O mui digníssimo professor da UERJ termina o artigo reforçando o velho preconceito sobre a burrice de Lula. Esse preconceito permeia todo o artigo, porque a todo momento ele — como dizer, sem parecer mal educado? — insinua o despraro de Lula para o exercício de suas funções.

Mas recomendar livros é fácil e eu também posso indicar, com a diferença de que não me sinto mais inteligente por isso (nem precisava: qualquer pessoa que leia esse artigo se sente menos burro): que ele leia “O Trato dos Viventes”, de Luiz Felipe de Alencastro. “A Vida dos Escravos no Rio de Janeiro”, de Mary C. Karasch, é outro bom livro. E ambos são da mesma editora que ele recomendou.

***

O problema central do artigo é que ele embute, além de um sem número de análises mal feitas e tendenciosas, um preconceito enorme. É demagogia pedir desculpas por um passado remoto? Talvez. Mas se reconhecemos nossa própria responsabilidade da cadeia do tráfico, essa demagogia é tão grande quanto a de João Paulo II ao pedir desculpas pelo tratamento dado pela Igreja Católica aos judeus.

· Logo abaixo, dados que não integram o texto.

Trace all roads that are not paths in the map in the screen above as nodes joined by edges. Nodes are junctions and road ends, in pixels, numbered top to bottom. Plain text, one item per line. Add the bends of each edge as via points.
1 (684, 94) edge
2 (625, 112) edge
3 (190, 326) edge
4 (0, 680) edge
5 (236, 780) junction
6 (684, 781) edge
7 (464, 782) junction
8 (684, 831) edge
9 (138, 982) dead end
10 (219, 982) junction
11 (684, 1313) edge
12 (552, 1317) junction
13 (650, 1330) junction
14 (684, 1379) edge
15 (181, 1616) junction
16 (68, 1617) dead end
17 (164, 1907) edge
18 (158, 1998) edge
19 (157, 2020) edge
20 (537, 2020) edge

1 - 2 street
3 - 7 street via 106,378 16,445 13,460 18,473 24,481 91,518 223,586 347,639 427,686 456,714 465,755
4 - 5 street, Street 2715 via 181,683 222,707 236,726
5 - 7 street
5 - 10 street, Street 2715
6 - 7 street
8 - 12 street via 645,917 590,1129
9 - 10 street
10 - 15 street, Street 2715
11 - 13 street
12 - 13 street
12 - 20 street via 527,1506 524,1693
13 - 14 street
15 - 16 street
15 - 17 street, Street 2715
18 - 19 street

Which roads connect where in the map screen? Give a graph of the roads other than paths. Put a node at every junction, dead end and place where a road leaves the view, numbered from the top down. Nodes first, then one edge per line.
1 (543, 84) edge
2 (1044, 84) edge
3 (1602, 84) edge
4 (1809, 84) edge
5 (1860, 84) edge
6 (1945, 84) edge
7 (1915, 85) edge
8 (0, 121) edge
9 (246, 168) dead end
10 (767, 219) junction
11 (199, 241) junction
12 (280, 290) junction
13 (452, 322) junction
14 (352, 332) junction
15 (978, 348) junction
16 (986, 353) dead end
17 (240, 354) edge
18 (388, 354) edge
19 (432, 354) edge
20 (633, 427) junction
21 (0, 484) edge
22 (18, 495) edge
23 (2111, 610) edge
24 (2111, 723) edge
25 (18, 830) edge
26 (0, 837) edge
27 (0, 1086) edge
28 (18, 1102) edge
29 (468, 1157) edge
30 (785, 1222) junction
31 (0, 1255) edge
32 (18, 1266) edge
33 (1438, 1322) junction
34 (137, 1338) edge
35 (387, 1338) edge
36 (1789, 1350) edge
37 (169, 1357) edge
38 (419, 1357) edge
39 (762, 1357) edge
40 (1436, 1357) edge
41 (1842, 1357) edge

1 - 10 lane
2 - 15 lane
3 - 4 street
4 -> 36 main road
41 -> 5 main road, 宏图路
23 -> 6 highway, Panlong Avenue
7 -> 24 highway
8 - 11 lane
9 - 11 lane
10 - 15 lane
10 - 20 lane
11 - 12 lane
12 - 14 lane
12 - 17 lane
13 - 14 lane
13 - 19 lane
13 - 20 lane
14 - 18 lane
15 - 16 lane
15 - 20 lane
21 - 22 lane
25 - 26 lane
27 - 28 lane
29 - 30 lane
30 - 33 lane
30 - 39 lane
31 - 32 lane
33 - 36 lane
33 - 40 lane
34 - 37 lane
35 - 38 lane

25 thoughts on “Racismos e outros tipos de preconceito

  1. Rafael
    Além de demagogia, um profundo comodismo. Tenho a impressão de que o mundo está às avessas e os conceitos vão no rumo. É preciso muito cuidado e senso crítico ao analisar comentários e opiniões por muito difundidas na Web sendo, essa última, um meio imenso de “Faz-Cabeças”.
    Mais uma vez devo concordar com teu post.
    O papa não é pop.
    O Lula é.
    Shalom

  2. Eu não entendo também! Como podem pensar que se X matou os avós de Y, prejudicando toda a vida deste, X deve apenas levantar o nariz e dizer que não tem nada a ver com isso!?

    Eu não entendo. Ou eu que estou muito errado neste mundo, ou este mundo é que está.

    Custa olhar a história?

    E esse professor aí querendo agradecer a Inglaterra pelo fim da escravidão? Ele é professor mesmo?
    Ele forçou a barra mesmo, acredito que ele tenha lido a história direito. Tentou forçar e não foi feliz, é isso.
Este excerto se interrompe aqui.